Named joint coordinates
—————

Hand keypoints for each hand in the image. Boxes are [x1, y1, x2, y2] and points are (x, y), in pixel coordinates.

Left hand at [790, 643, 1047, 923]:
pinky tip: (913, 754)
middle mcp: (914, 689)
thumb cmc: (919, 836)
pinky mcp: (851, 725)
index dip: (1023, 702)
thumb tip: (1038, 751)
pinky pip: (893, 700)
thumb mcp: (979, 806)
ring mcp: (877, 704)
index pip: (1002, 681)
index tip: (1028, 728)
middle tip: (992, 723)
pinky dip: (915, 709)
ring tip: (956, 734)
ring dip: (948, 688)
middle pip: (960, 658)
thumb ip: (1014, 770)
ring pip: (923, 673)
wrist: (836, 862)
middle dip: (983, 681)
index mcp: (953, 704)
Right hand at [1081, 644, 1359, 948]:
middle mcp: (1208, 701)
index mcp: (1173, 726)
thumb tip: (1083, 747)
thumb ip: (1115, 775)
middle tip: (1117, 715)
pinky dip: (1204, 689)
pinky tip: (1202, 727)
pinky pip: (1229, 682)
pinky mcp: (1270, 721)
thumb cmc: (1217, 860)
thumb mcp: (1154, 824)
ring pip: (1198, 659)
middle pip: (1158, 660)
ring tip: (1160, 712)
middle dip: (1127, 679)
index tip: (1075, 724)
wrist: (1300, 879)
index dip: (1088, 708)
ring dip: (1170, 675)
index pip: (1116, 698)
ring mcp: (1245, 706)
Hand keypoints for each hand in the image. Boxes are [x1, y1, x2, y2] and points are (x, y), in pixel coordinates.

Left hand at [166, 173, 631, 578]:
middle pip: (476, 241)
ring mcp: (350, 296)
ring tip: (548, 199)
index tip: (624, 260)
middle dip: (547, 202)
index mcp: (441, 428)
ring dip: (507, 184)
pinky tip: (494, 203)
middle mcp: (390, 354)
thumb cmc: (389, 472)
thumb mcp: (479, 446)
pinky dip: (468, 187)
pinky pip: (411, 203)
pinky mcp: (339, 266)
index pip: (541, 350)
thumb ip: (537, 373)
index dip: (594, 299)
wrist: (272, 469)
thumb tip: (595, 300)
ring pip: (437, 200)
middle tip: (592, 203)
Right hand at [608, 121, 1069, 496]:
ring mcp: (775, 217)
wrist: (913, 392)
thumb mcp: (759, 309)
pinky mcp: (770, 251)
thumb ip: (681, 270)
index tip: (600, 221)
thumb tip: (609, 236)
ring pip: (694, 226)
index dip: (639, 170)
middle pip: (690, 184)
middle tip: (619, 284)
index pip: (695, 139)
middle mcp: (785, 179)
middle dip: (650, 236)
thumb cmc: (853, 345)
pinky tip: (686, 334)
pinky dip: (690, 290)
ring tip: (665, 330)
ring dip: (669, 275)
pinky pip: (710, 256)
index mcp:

—————

- [Work order]
Each line above should be reproduced exactly, with nothing omitted.

- [Task result]
Hand keypoints for each hand in the image. Boxes are [x1, y1, x2, y2] and points are (x, y), in pixel coordinates.

Left hand at [790, 643, 1047, 923]:
pinky tip: (913, 754)
middle mcp: (914, 689)
thumb cmc: (919, 836)
pinky mcp: (851, 725)
index dip: (1023, 702)
thumb tip: (1038, 751)
pinky pip: (893, 700)
thumb mcp: (979, 806)
ring mcp: (877, 704)
index pip: (1002, 681)
index tip: (1028, 728)
middle tip: (992, 723)
pinky dip: (915, 709)
ring tip: (956, 734)
ring dip: (948, 688)
middle pip: (960, 658)
thumb ip: (1014, 770)
ring pip: (923, 673)
wrist: (836, 862)
middle dip: (983, 681)
index mcp: (953, 704)
Right hand at [1081, 644, 1359, 948]:
middle mcp: (1208, 701)
index mcp: (1173, 726)
thumb tip: (1083, 747)
thumb ip: (1115, 775)
middle tip: (1117, 715)
pinky dip: (1204, 689)
pinky tip: (1202, 727)
pinky pip: (1229, 682)
pinky mcp: (1270, 721)
thumb cmc: (1217, 860)
thumb mcp: (1154, 824)
ring pip: (1198, 659)
middle pip: (1158, 660)
ring tip: (1160, 712)
middle dip: (1127, 679)
index tip: (1075, 724)
wrist: (1300, 879)
index dip: (1088, 708)
ring dip: (1170, 675)
index pip: (1116, 698)
ring mcp: (1245, 706)
Hand keypoints for each hand in the image. Boxes are [x1, y1, x2, y2] and points are (x, y), in pixel coordinates.

Left hand at [166, 173, 631, 578]:
middle pip: (476, 241)
ring mcp: (350, 296)
ring tip: (548, 199)
index tip: (624, 260)
middle dip: (547, 202)
index mcp: (441, 428)
ring dip: (507, 184)
pinky tip: (494, 203)
middle mcp: (390, 354)
thumb cmc: (389, 472)
thumb mcp: (479, 446)
pinky dip: (468, 187)
pinky pip: (411, 203)
pinky mcp: (339, 266)
index pip: (541, 350)
thumb ip: (537, 373)
index dip: (594, 299)
wrist: (272, 469)
thumb tip: (595, 300)
ring pip: (437, 200)
middle tip: (592, 203)
Right hand at [608, 121, 1069, 496]:
ring mcp: (775, 217)
wrist: (913, 392)
thumb mcp: (759, 309)
pinky mcp: (770, 251)
thumb ip: (681, 270)
index tip: (600, 221)
thumb tip: (609, 236)
ring pip: (694, 226)
index dip: (639, 170)
middle pip: (690, 184)
middle tip: (619, 284)
index pip: (695, 139)
middle mcp: (785, 179)
middle dip: (650, 236)
thumb cmc: (853, 345)
pinky tip: (686, 334)
pinky dip: (690, 290)
ring tip: (665, 330)
ring dip: (669, 275)
pinky pip: (710, 256)
index mcp:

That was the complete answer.